Somos muchos los educadores y educadoras sociales que trabajamos con jóvenes y es conocido por todos el tiempo que este colectivo pasa en las redes sociales. En casa, a través de sus propios ordenadores. Fuera de ella, en bibliotecas, centros juveniles y otros lugares que aportan conexiones de red. En locutorios y cibers. Mediante sus móviles…

Nosotros tenemos una herramienta a nuestro alcance y debemos saber aprovecharla. No sólo se trata de educar en el uso responsable de las redes sociales, sino de usarlo como recurso en nuestro trabajo. Está al alcance y de manera gratuita tanto para quienes trabajan en la administración como para las entidades privadas.

Aquellos que se mueven en el entorno de la dinamización juvenil tienen ante sí un potencial enorme para la difusión de sus actividades. Facebook o tuenti, quizá las redes más utilizadas por los jóvenes españoles, disponen de eventos que podemos crear y hacer llegar a nuestros usuarios. Lo mismo ocurre con quienes se dediquen a la información entre jóvenes.

Disponer de un perfil en las redes es casi una obligación para las asociaciones, concejalías de juventud y otras entidades que trabajan con este colectivo. Uno de los mayores problemas que nos podemos encontrar es la predisposición negativa de los trabajadores de un determinado servicio o del responsable del mismo hacia estas herramientas y el no reconocimiento de su utilidad. Otro handicap al que nos podemos enfrentar es su manejo, que puede ser desconocido para muchos trabajadores.

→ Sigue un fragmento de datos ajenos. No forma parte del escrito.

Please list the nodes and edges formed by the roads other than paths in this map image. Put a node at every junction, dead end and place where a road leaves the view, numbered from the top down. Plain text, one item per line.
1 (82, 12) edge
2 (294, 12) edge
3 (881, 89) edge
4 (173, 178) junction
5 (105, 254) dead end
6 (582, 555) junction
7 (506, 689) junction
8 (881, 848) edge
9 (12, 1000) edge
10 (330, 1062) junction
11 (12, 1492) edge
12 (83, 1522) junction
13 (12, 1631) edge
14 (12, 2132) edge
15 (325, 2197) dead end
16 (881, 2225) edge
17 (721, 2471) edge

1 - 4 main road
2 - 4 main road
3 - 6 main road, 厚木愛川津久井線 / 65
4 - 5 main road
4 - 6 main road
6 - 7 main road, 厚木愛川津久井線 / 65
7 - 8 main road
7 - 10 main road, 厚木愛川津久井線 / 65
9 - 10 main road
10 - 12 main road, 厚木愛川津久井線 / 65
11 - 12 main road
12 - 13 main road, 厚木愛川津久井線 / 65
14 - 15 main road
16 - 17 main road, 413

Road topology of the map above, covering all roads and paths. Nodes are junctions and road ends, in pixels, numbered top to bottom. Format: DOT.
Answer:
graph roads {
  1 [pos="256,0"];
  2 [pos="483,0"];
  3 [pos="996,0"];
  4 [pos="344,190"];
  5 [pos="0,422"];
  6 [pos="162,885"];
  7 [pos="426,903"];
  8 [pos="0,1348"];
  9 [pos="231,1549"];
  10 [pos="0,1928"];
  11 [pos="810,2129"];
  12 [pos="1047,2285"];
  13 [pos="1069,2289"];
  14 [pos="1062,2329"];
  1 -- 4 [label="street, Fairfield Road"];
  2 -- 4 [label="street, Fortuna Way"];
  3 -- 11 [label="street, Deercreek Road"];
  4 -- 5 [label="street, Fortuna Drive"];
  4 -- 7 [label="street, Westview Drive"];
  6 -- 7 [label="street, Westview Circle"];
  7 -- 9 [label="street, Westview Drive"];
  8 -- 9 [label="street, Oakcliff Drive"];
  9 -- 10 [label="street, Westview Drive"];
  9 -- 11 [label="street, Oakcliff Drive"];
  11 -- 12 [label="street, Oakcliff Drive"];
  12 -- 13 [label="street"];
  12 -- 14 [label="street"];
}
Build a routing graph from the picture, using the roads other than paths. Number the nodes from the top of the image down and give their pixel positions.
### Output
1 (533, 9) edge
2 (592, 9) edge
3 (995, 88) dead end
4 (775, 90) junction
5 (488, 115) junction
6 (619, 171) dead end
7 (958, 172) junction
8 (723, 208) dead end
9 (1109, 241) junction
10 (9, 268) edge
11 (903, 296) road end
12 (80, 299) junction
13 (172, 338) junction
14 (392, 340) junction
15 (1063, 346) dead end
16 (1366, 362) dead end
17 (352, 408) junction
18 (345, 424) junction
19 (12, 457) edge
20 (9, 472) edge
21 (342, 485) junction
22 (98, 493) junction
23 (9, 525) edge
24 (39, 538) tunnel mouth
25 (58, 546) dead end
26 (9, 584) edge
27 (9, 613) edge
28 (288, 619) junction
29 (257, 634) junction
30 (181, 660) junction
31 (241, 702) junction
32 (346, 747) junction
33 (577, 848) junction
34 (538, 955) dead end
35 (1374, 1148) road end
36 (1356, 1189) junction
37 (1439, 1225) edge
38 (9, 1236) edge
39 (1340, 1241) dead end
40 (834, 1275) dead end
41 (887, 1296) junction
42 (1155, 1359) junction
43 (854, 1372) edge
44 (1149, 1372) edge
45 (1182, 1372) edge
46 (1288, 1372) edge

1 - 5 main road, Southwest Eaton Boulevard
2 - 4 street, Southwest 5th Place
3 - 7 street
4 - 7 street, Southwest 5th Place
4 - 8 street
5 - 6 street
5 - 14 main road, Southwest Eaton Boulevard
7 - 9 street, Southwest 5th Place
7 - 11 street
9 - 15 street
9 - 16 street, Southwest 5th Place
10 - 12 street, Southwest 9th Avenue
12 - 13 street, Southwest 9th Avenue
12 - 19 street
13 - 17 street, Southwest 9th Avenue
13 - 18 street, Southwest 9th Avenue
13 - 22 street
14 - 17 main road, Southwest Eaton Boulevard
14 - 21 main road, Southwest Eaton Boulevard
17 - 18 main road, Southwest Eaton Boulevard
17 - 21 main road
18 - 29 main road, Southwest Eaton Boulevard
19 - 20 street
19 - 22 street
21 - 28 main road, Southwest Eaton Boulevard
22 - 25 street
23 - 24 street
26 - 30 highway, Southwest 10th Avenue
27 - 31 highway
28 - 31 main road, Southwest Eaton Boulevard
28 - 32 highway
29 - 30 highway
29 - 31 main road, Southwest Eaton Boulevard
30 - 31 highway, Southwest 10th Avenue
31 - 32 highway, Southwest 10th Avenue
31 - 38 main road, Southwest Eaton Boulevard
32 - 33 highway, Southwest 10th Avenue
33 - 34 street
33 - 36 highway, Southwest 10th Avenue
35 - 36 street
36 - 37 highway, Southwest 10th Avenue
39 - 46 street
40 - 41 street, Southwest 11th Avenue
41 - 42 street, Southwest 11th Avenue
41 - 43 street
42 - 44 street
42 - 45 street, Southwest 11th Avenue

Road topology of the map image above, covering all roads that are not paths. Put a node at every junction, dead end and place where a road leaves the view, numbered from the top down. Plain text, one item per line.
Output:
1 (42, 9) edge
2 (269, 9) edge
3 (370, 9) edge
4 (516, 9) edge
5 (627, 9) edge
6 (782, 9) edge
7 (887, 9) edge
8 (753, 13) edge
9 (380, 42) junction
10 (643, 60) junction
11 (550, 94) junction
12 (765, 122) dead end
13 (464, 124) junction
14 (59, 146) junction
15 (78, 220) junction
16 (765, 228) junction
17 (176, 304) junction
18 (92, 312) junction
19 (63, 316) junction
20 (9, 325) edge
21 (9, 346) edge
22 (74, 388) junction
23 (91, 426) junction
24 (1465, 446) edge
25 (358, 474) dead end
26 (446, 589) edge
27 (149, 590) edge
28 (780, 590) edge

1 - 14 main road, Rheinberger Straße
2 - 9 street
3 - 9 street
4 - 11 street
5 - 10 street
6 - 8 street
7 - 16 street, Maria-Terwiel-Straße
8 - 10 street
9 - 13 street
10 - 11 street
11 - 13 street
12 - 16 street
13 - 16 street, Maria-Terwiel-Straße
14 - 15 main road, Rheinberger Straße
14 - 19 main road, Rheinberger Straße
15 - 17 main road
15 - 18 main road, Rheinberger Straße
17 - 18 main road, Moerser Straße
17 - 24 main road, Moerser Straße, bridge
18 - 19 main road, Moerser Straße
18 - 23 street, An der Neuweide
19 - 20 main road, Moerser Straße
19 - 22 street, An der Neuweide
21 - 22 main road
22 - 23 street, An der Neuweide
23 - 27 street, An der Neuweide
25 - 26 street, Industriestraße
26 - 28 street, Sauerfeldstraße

Formarnos y actualizarnos en este campo y utilizar de manera coorecta las TICs es muy importante para los educadores, tanto quienes trabajan en educación formal como quienes estamos en la educación informal. Por suerte cada vez son más los que se hacen conscientes de su enorme potencial, porque si queremos llegar a los jóvenes debemos estar donde están los jóvenes.